Sunday, February 06, 2011

Inflation - some preliminary dissection

Inflation has been spooking everyone - from housewives to prime minister and from retail investors to FIIs. Two numbers have been doing the rounds - the headline (WPI) inflation and the food inflation with the latter taking most of the limelight.

RBI duly increased interest rates in its latest monetary policy - thankfully by only 25 bps. I wonder if it is doing so out of ideological belief or out of the need to be seen doing something. Here's why I wonder so.

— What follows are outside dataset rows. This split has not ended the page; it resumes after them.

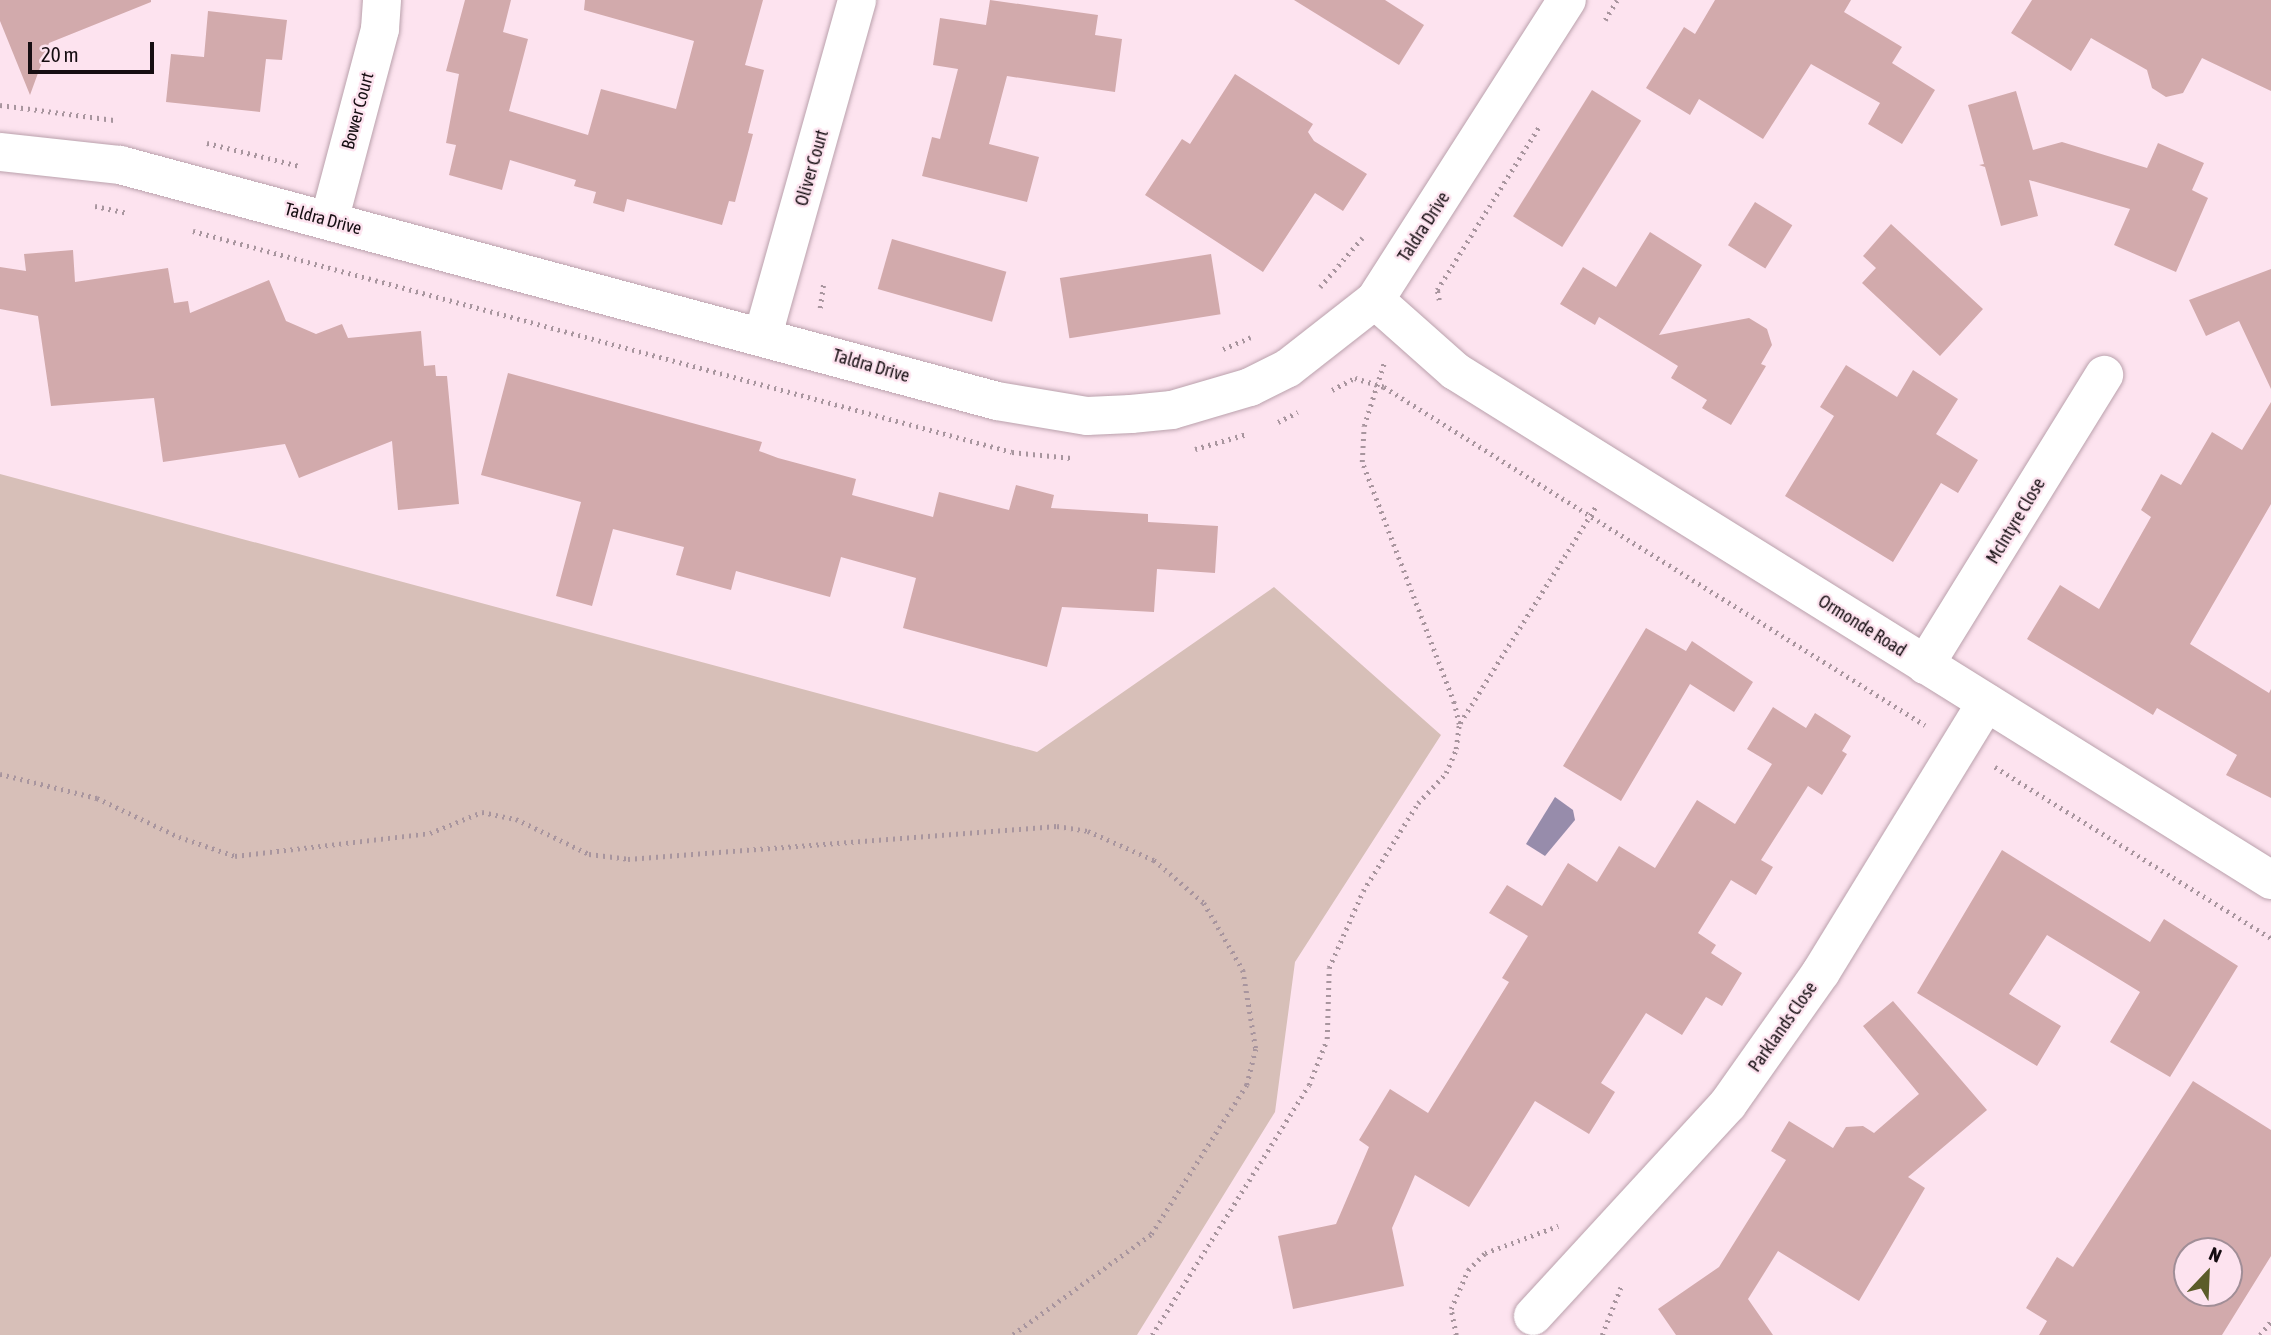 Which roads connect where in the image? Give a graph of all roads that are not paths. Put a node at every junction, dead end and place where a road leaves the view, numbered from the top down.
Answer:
1 (382, 0) edge
2 (857, 0) edge
3 (1567, 0) edge
4 (0, 152) edge
5 (329, 221) junction
6 (1362, 311) junction
7 (763, 335) junction
8 (2104, 375) dead end
9 (1925, 665) junction
10 (1986, 703) junction
11 (2271, 880) edge
12 (1533, 1316) dead end

1 - 5 street, Bower Court
2 - 7 street, Oliver Court
3 - 6 street, Taldra Drive
4 - 5 street, Taldra Drive
5 - 7 street, Taldra Drive
6 - 7 street, Taldra Drive
6 - 9 street, Ormonde Road
8 - 9 street, McIntyre Close
9 - 10 street, Ormonde Road
10 - 11 street, Ormonde Road
10 - 12 street, Parklands Close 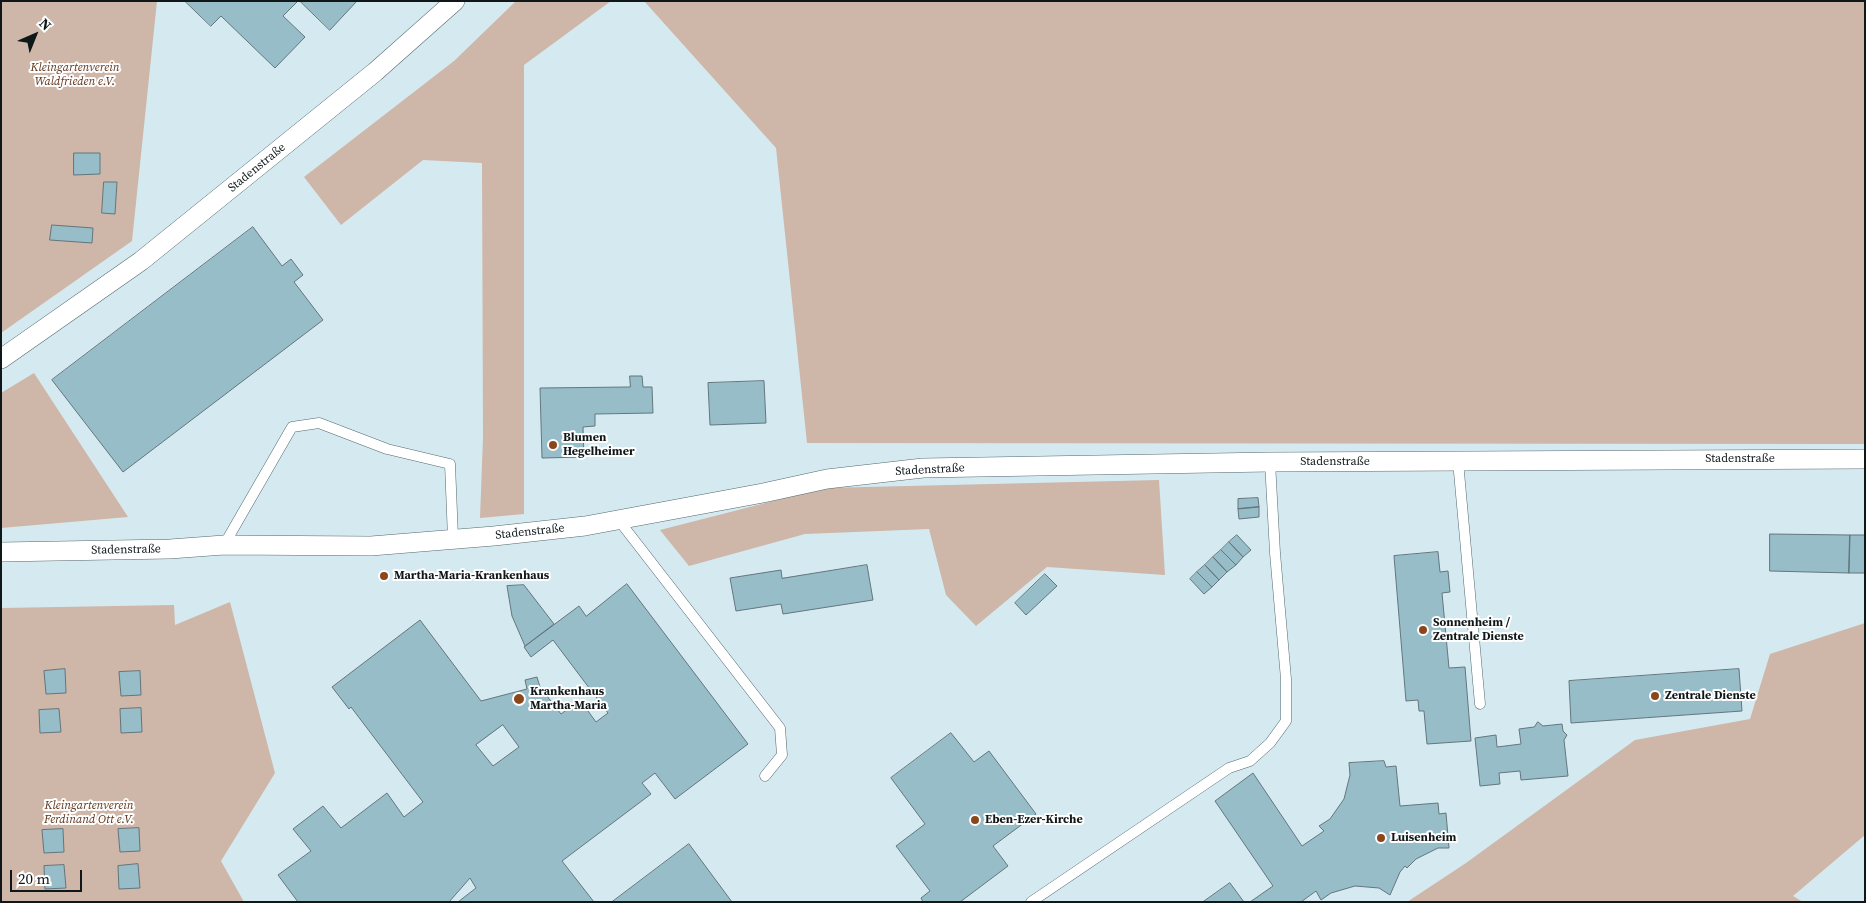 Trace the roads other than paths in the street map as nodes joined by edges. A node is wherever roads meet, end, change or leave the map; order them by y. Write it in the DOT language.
graph roads {
  1 [pos="455,1"];
  2 [pos="1,358"];
  3 [pos="1865,459"];
  4 [pos="1458,461"];
  5 [pos="1270,462"];
  6 [pos="618,518"];
  7 [pos="453,538"];
  8 [pos="224,545"];
  9 [pos="1,552"];
  10 [pos="1480,704"];
  11 [pos="765,776"];
  12 [pos="1031,902"];
  1 -- 2 [label="street, Stadenstraße"];
  3 -- 4 [label="street, Stadenstraße"];
  4 -- 5 [label="street, Stadenstraße"];
  4 -- 10 [label="lane"];
  5 -- 6 [label="street, Stadenstraße"];
  5 -- 12 [label="lane"];
  6 -- 7 [label="street, Stadenstraße"];
  6 -- 11 [label="lane"];
  7 -- 8 [label="street, Stadenstraße"];
  7 -- 8 [label="lane"];
  8 -- 9 [label="street, Stadenstraße"];
}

Data on the finance ministry website shows the nominal and real growth in three sectors of the economy.
                         Nominal         Real           Inflation
Agriculture             25.4%           4.4%      ~21%
Industry                 15.5%           8.9%        ~6%
Services                 18.7%           9.8%        ~9%

This means that industrial output and services have become costlier by a much more modest 6-9%. Food has been the only source of sustained high inflation. In this scenario, how is interest rate likely to reduce it is difficult to see. It will of course bring about a reduction through further decrease in industry and services inflation. However, I think the agricultural inflation is largely immune to interest rates and will continue to remain stubbornly high unless some other policies work or we get lucky. The sad part of this story is that monetary tightening will end up hurting growth anyway.

What can the policy makers do to contain food inflation in a targeted manner? Tax-sops? Imports? Increasing supply through Food Corporation Stock?

There is a much neglected another angle to this story - full of political implications. High food inflation in turn is income re-distributive - it takes money from rest of the agents in the economy and puts it in the hands of the farmers. I have no value judgment in the matter. It is noteworthy though. And this can be helpful to create a positive sentiment amongst farmers before the near term elections after all.